• [Task instructions]
Each line below needs to be returned exactly. Skip any picture.

(Records supplied Opens)

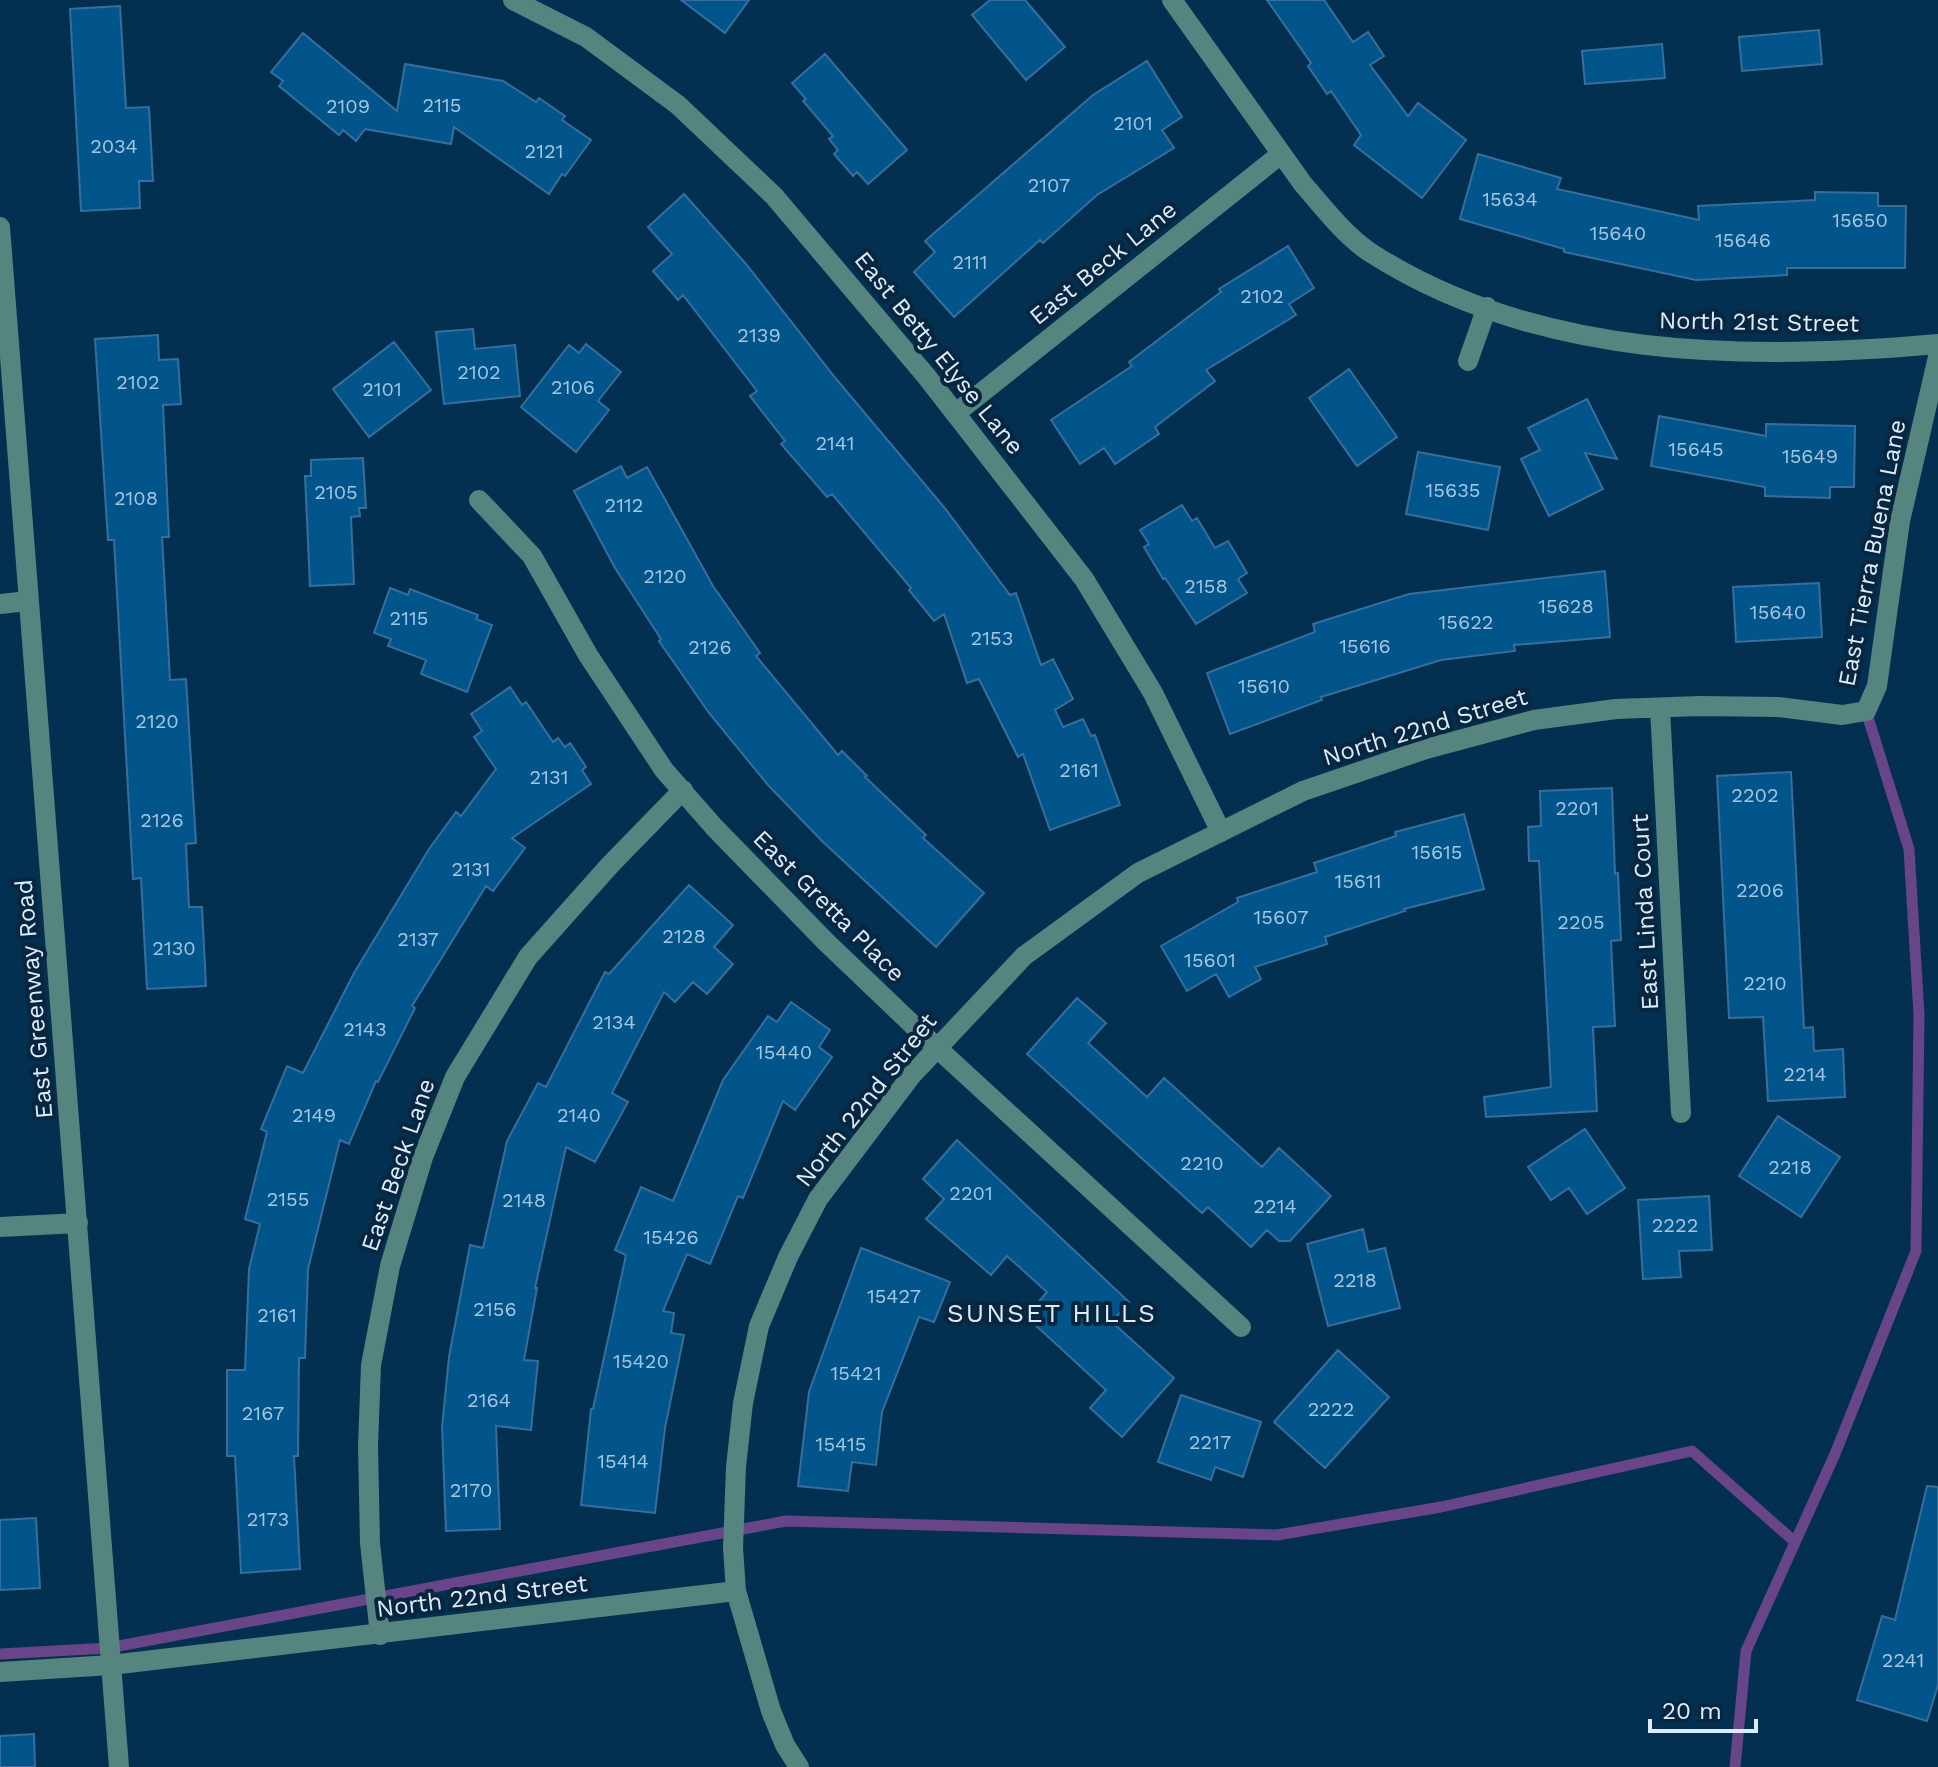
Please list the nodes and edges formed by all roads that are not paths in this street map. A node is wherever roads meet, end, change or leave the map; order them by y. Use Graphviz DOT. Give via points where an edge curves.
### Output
graph roads {
  1 [pos="513,0"];
  2 [pos="1172,0"];
  3 [pos="1281,154"];
  4 [pos="0,227"];
  5 [pos="1487,307"];
  6 [pos="1938,344"];
  7 [pos="1938,357"];
  8 [pos="1468,361"];
  9 [pos="956,413"];
  10 [pos="479,500"];
  11 [pos="28,601"];
  12 [pos="0,604"];
  13 [pos="1660,708"];
  14 [pos="1866,711"];
  15 [pos="683,790"];
  16 [pos="1221,832"];
  17 [pos="936,1047"];
  18 [pos="1681,1113"];
  19 [pos="78,1223"];
  20 [pos="0,1227"];
  21 [pos="1241,1327"];
  22 [pos="736,1591"];
  23 [pos="380,1635"];
  24 [pos="111,1665"];
  25 [pos="0,1672"];
  26 [pos="119,1767"];
  27 [pos="799,1767"];
  1 -- 9 [label="street, East Betty Elyse Lane" via="586,37 678,105 774,196"];
  2 -- 3 [label="street, North 21st Street"];
  3 -- 5 [label="street, North 21st Street" via="1369,252 1440,291"];
  3 -- 9 [label="street, East Beck Lane"];
  4 -- 11 [label="street, East Greenway Road"];
  5 -- 6 [label="street, North 21st Street" via="1551,329 1706,351 1836,352"];
  5 -- 8 [label="street"];
  7 -- 14 [label="street, East Tierra Buena Lane" via="1900,521 1877,686"];
  9 -- 16 [label="street, East Betty Elyse Lane" via="1084,579 1153,693"];
  10 -- 15 [label="street, East Gretta Place" via="532,556 588,655 664,770"];
  11 -- 12 [label="street"];
  11 -- 19 [label="street, East Greenway Road"];
  13 -- 14 [label="street, North 22nd Street" via="1778,707 1842,715"];
  13 -- 16 [label="street, North 22nd Street" via="1534,720 1426,749 1303,791"];
  13 -- 18 [label="street, East Linda Court"];
  15 -- 17 [label="street, East Gretta Place" via="826,942"];
  15 -- 23 [label="street, East Beck Lane" via="528,957 455,1077 423,1157 390,1266 371,1365 370,1543"];
  16 -- 17 [label="street, North 22nd Street" via="1138,873 1024,956"];
  17 -- 21 [label="street, East Gretta Place"];
  17 -- 22 [label="street, North 22nd Street" via="818,1199 759,1326 736,1467"];
  19 -- 20 [label="street"];
  19 -- 24 [label="street, East Greenway Road"];
  22 -- 23 [label="street, North 22nd Street"];
  22 -- 27 [label="street" via="771,1711"];
  23 -- 24 [label="street, North 22nd Street"];
  24 -- 25 [label="street, North 22nd Street"];
  24 -- 26 [label="street, East Greenway Road"];
}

(Records supplied Closes)

• [Answer space]
Please list the nodes and edges formed by all roads that are not paths in this street map. A node is wherever roads meet, end, change or leave the map; order them by y. Use Graphviz DOT. Give via points where an edge curves.
### Output
graph roads {
  1 [pos="513,0"];
  2 [pos="1172,0"];
  3 [pos="1281,154"];
  4 [pos="0,227"];
  5 [pos="1487,307"];
  6 [pos="1938,344"];
  7 [pos="1938,357"];
  8 [pos="1468,361"];
  9 [pos="956,413"];
  10 [pos="479,500"];
  11 [pos="28,601"];
  12 [pos="0,604"];
  13 [pos="1660,708"];
  14 [pos="1866,711"];
  15 [pos="683,790"];
  16 [pos="1221,832"];
  17 [pos="936,1047"];
  18 [pos="1681,1113"];
  19 [pos="78,1223"];
  20 [pos="0,1227"];
  21 [pos="1241,1327"];
  22 [pos="736,1591"];
  23 [pos="380,1635"];
  24 [pos="111,1665"];
  25 [pos="0,1672"];
  26 [pos="119,1767"];
  27 [pos="799,1767"];
  1 -- 9 [label="street, East Betty Elyse Lane" via="586,37 678,105 774,196"];
  2 -- 3 [label="street, North 21st Street"];
  3 -- 5 [label="street, North 21st Street" via="1369,252 1440,291"];
  3 -- 9 [label="street, East Beck Lane"];
  4 -- 11 [label="street, East Greenway Road"];
  5 -- 6 [label="street, North 21st Street" via="1551,329 1706,351 1836,352"];
  5 -- 8 [label="street"];
  7 -- 14 [label="street, East Tierra Buena Lane" via="1900,521 1877,686"];
  9 -- 16 [label="street, East Betty Elyse Lane" via="1084,579 1153,693"];
  10 -- 15 [label="street, East Gretta Place" via="532,556 588,655 664,770"];
  11 -- 12 [label="street"];
  11 -- 19 [label="street, East Greenway Road"];
  13 -- 14 [label="street, North 22nd Street" via="1778,707 1842,715"];
  13 -- 16 [label="street, North 22nd Street" via="1534,720 1426,749 1303,791"];
  13 -- 18 [label="street, East Linda Court"];
  15 -- 17 [label="street, East Gretta Place" via="826,942"];
  15 -- 23 [label="street, East Beck Lane" via="528,957 455,1077 423,1157 390,1266 371,1365 370,1543"];
  16 -- 17 [label="street, North 22nd Street" via="1138,873 1024,956"];
  17 -- 21 [label="street, East Gretta Place"];
  17 -- 22 [label="street, North 22nd Street" via="818,1199 759,1326 736,1467"];
  19 -- 20 [label="street"];
  19 -- 24 [label="street, East Greenway Road"];
  22 -- 23 [label="street, North 22nd Street"];
  22 -- 27 [label="street" via="771,1711"];
  23 -- 24 [label="street, North 22nd Street"];
  24 -- 25 [label="street, North 22nd Street"];
  24 -- 26 [label="street, East Greenway Road"];
}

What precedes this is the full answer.